INSTRUCTIONS TO FOLLOW:
Which lines run from the one containing "ring tip: (1129, 850)" to the end of the records? Write them out exactly, both ends included, and nothing else.
····················
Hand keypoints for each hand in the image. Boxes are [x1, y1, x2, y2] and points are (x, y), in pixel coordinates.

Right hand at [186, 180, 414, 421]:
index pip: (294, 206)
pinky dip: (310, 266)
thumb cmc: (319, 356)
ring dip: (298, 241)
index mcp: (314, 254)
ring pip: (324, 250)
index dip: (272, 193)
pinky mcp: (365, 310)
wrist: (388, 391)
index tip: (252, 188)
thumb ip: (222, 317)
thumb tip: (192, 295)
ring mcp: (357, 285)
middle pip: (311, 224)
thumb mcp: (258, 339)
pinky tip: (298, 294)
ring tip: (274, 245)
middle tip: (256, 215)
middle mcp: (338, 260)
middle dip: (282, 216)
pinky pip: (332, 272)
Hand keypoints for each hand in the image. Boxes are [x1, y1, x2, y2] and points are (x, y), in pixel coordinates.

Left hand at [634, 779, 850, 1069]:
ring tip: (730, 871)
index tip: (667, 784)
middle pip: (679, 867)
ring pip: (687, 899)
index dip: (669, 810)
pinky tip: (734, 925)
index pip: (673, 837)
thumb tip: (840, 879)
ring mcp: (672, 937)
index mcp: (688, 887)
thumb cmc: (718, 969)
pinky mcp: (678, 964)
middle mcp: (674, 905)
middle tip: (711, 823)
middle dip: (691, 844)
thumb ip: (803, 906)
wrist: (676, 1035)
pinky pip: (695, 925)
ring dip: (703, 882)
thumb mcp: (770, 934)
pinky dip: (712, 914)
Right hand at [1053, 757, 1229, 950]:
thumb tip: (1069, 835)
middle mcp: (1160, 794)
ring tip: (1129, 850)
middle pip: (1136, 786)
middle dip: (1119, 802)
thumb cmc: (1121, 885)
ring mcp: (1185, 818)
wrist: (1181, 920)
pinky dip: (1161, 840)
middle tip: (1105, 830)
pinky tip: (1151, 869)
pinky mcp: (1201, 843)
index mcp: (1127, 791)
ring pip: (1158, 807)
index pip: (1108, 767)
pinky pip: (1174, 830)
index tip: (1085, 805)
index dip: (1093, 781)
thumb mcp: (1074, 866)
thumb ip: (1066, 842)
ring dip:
····················
RESULT:
ring tip: (1129, 850)
middle pip: (1136, 786)
middle dip: (1119, 802)
thumb cmc: (1121, 885)
ring mcp: (1185, 818)
wrist: (1181, 920)
pinky dip: (1161, 840)
middle tip: (1105, 830)
pinky tip: (1151, 869)
pinky mcp: (1201, 843)
index mcp: (1127, 791)
ring pip: (1158, 807)
index pip: (1108, 767)
pinky pip: (1174, 830)
index tip: (1085, 805)
index dip: (1093, 781)
thumb mcp: (1074, 866)
thumb ip: (1066, 842)
ring dip:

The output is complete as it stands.